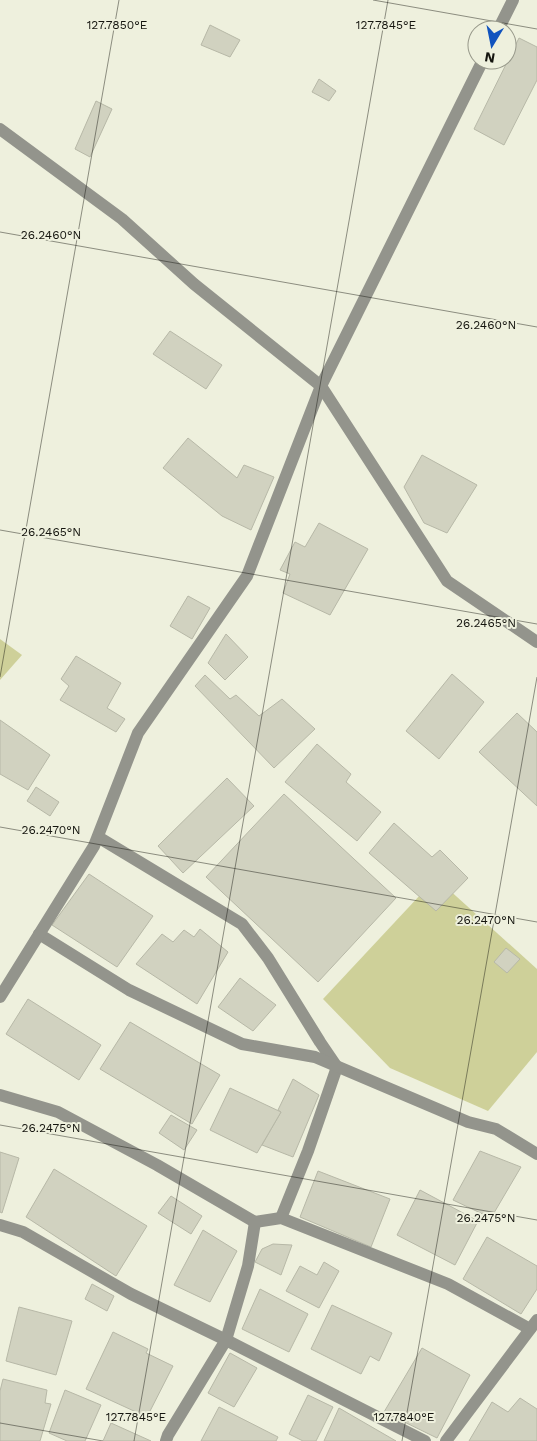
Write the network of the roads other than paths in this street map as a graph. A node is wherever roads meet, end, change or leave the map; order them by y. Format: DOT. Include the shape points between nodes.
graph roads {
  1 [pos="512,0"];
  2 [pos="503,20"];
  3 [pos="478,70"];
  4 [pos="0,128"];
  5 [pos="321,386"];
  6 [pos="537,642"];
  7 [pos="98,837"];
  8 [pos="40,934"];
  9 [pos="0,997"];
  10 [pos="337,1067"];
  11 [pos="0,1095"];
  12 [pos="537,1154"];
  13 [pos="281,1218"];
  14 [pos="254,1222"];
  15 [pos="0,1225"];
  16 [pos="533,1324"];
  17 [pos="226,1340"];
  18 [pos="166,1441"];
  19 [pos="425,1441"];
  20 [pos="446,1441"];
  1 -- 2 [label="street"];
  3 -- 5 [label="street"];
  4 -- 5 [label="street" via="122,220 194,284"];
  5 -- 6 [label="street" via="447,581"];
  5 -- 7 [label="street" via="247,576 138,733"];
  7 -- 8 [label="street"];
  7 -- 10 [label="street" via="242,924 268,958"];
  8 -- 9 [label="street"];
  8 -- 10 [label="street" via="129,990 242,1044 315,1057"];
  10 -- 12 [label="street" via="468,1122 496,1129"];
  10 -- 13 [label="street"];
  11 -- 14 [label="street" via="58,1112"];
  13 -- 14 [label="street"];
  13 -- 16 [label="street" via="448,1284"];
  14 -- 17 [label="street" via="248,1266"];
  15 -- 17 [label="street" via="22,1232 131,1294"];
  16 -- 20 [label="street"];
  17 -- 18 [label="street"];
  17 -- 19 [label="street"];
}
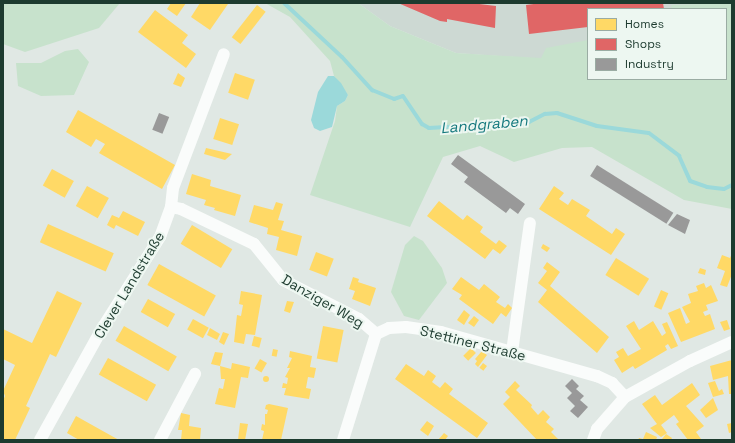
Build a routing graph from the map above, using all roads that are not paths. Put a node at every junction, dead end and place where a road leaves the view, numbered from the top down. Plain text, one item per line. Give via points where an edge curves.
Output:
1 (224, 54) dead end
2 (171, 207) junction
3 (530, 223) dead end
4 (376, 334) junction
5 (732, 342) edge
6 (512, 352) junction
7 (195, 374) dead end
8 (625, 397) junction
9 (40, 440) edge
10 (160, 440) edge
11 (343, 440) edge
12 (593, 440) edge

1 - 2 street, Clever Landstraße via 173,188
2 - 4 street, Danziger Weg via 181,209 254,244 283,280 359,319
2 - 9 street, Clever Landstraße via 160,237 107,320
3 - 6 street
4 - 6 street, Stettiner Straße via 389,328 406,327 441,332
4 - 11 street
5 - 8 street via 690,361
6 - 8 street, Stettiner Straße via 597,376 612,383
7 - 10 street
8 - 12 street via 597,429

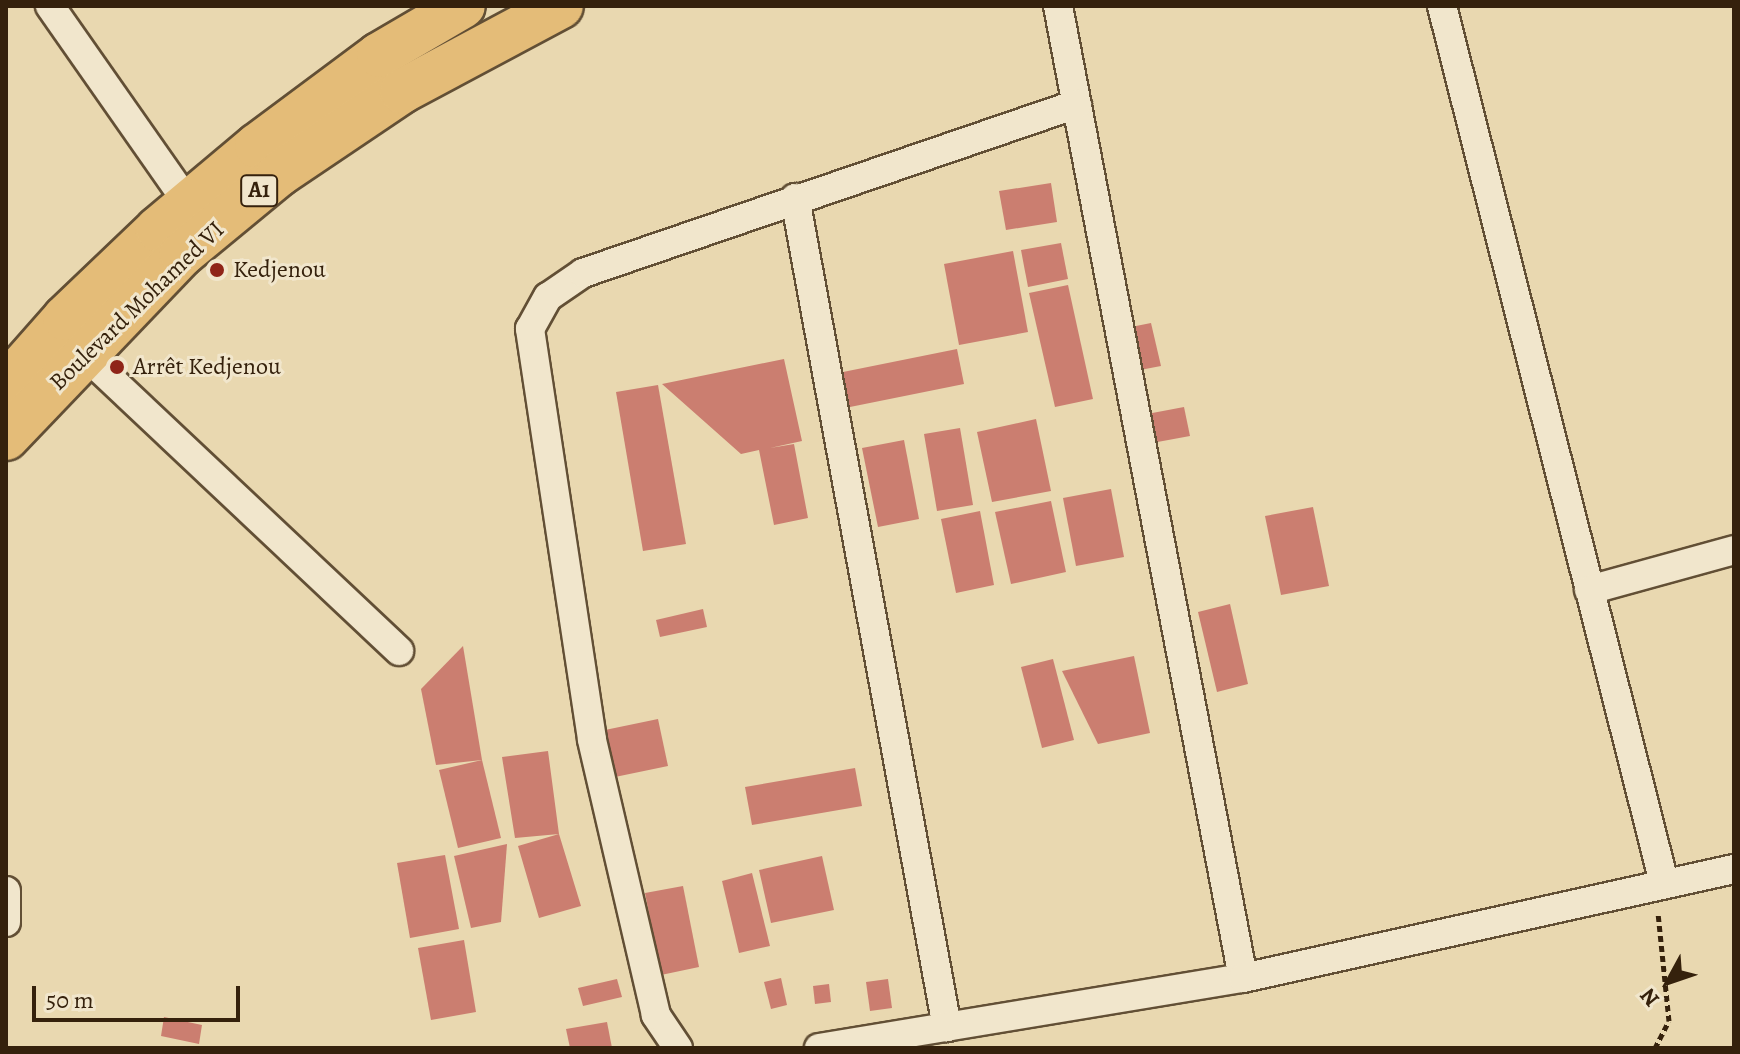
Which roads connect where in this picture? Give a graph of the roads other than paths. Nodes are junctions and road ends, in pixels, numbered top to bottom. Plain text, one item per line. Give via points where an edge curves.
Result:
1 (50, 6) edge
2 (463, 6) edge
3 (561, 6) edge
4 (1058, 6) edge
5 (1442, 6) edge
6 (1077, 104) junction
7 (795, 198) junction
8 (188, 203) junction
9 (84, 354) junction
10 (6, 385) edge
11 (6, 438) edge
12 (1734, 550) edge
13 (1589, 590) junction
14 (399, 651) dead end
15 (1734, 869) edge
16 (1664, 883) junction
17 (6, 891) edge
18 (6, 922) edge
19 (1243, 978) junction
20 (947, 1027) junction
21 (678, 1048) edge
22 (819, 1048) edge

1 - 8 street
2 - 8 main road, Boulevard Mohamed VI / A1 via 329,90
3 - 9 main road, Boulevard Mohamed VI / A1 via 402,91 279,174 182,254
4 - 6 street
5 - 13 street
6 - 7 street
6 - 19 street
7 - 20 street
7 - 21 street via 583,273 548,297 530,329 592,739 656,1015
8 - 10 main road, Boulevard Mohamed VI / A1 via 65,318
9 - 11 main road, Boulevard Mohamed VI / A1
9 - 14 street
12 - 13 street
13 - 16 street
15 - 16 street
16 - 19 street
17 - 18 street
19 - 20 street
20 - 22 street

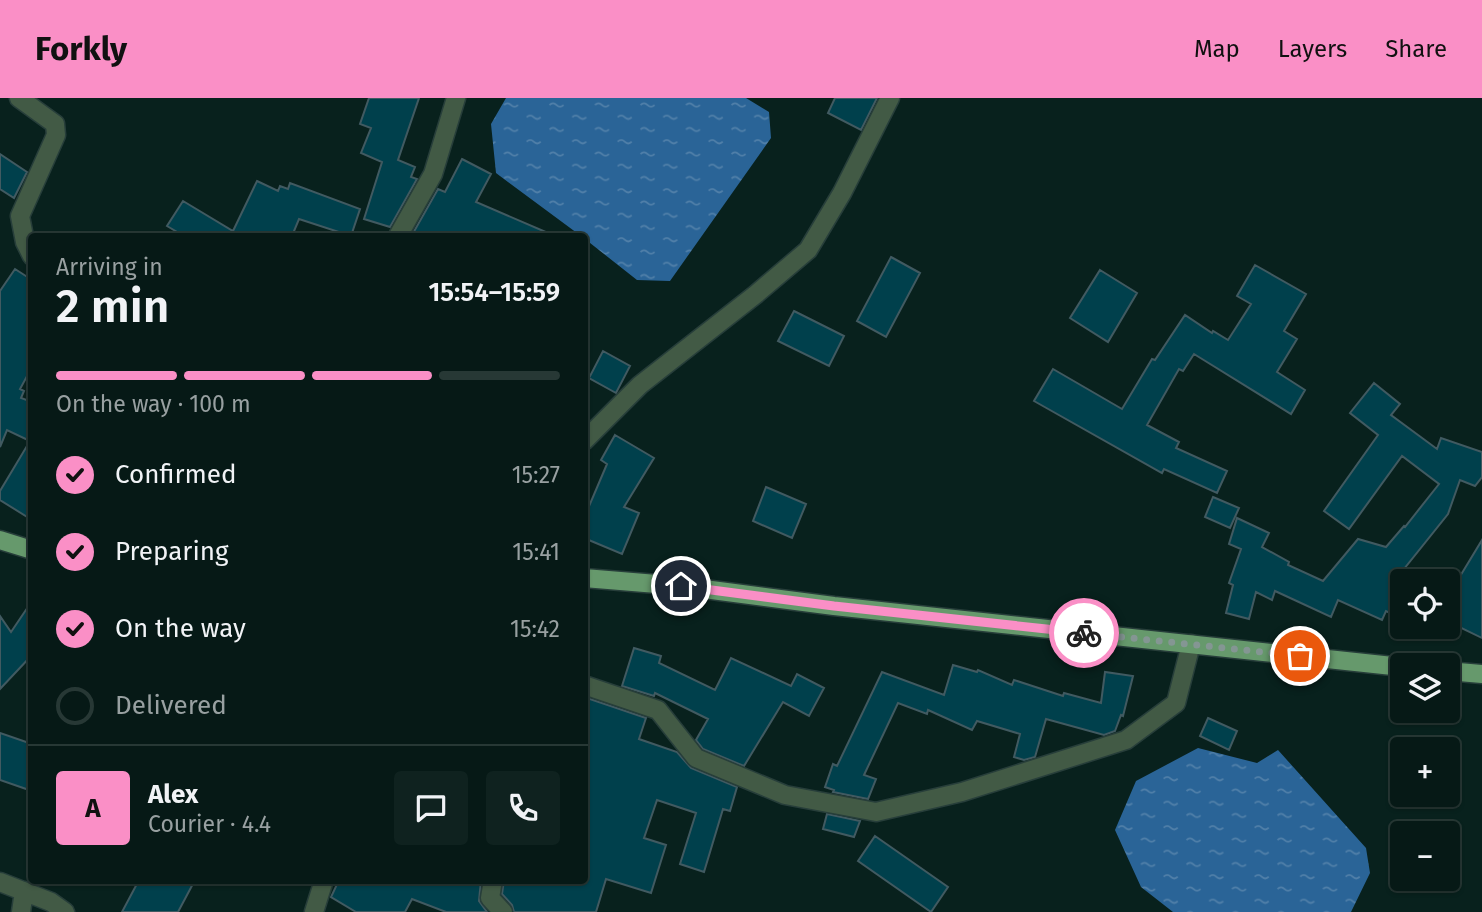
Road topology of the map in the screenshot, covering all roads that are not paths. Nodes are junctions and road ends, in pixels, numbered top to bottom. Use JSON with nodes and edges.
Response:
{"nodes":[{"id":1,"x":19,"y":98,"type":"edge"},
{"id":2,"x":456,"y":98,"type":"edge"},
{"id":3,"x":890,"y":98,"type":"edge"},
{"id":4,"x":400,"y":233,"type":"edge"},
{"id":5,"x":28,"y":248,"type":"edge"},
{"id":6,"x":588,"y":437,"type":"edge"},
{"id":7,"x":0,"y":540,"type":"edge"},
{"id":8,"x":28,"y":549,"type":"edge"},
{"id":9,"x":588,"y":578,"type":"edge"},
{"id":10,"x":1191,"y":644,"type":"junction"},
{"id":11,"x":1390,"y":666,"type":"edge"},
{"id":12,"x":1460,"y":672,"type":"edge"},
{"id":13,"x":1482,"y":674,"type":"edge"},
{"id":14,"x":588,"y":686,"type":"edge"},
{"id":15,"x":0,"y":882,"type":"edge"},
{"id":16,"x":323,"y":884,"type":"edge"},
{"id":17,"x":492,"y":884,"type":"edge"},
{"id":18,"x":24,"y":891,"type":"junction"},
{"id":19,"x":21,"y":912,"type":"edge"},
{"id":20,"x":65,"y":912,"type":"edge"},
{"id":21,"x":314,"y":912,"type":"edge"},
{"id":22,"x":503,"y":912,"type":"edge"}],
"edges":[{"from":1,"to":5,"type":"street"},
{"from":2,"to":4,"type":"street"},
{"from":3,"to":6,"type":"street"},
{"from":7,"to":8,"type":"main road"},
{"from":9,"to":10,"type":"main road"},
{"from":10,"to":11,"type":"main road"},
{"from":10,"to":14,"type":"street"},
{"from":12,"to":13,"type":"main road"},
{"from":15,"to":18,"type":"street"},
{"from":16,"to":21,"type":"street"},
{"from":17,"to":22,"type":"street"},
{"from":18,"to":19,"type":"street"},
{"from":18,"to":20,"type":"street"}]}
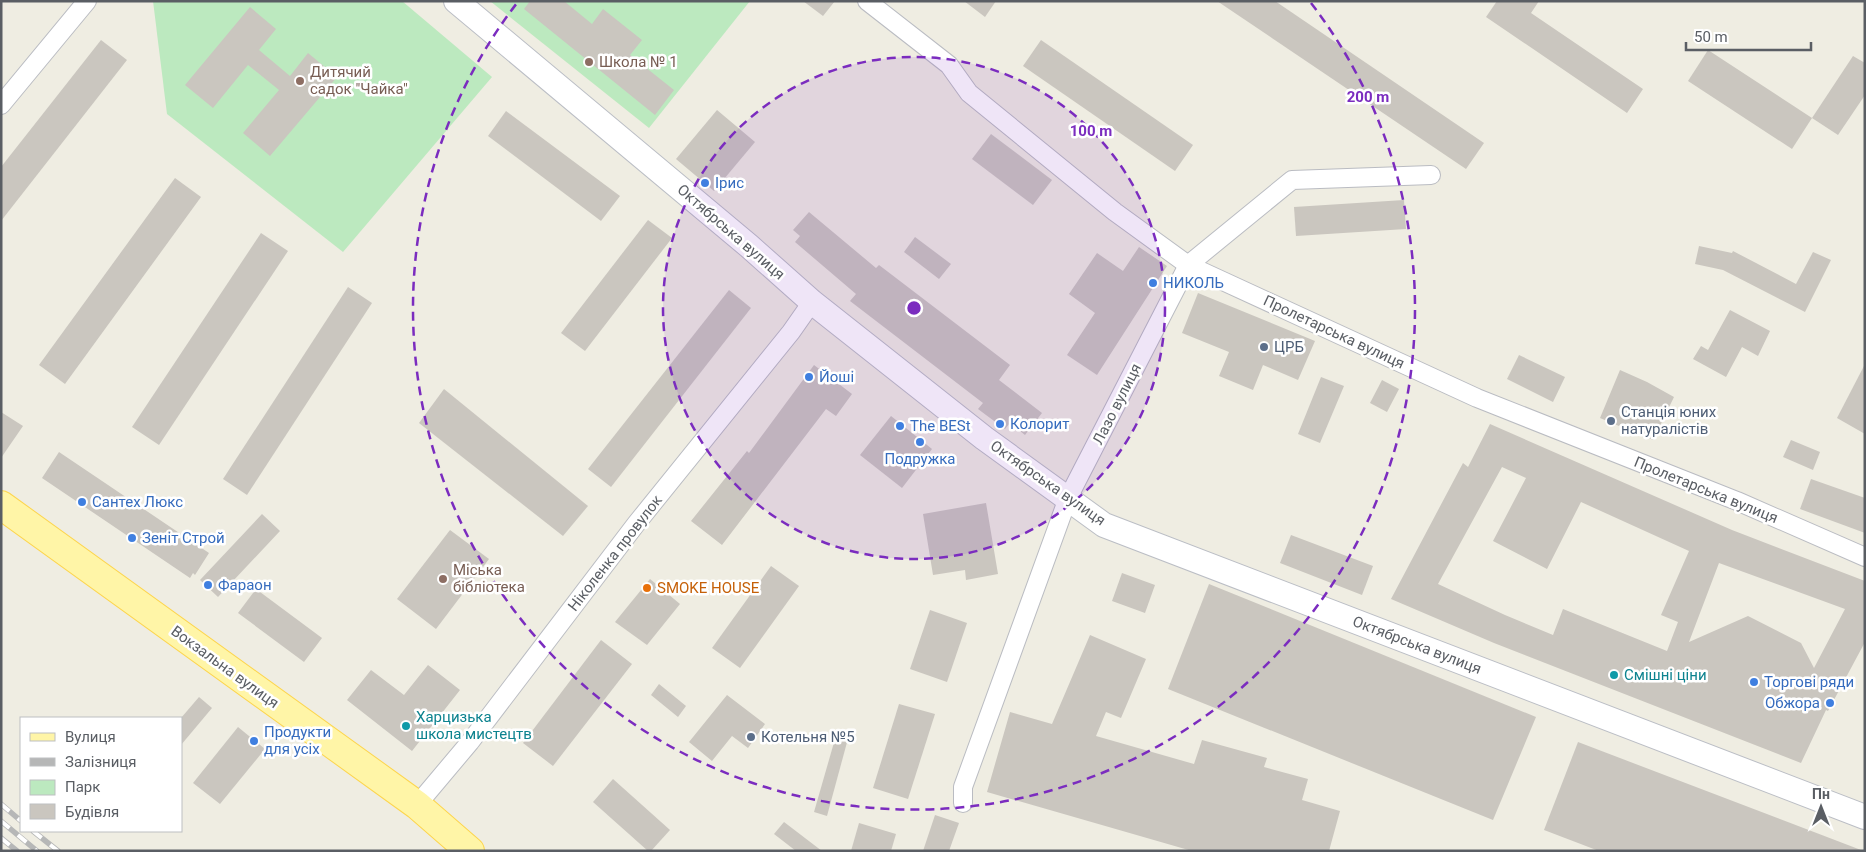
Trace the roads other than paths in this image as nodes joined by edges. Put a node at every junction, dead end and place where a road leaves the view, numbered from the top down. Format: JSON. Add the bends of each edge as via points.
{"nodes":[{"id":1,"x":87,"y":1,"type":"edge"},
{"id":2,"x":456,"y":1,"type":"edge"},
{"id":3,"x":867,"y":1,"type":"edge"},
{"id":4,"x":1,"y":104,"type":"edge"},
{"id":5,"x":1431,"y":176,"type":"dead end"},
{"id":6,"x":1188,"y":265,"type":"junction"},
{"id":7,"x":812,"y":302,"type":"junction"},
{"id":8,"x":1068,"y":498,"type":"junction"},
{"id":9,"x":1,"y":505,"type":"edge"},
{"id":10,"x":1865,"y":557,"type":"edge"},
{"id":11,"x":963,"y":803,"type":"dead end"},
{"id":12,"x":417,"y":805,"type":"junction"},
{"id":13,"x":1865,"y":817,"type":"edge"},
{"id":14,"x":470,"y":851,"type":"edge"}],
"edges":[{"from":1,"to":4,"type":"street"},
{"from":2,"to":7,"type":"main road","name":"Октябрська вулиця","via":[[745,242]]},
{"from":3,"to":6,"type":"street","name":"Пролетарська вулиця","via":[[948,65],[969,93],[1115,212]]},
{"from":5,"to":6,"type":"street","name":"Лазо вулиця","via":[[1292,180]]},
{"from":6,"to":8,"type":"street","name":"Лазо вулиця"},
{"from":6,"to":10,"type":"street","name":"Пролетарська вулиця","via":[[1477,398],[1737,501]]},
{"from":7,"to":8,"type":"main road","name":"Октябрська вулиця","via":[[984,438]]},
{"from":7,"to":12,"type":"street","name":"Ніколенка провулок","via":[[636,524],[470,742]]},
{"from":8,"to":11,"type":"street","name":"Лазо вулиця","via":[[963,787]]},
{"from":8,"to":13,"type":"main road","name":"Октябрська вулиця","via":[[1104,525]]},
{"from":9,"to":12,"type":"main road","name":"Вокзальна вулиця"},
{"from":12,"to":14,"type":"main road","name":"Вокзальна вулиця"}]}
====================
§ **Exercise brief**:
Which lines in the listing above hold the word "pixels"? Show each of them.

§ **Response to this task**:
Which roads connect where in this picture? Give a graph of the roads other than paths. Nodes are junctions and road ends, in pixels, numbered top to bottom. Plain text, one item per line. Give via points where an edge curves.
Road topology of the map in the screenshot, covering all roads that are not paths. Nodes are junctions and road ends, in pixels, numbered top to bottom. Use JSON with nodes and edges.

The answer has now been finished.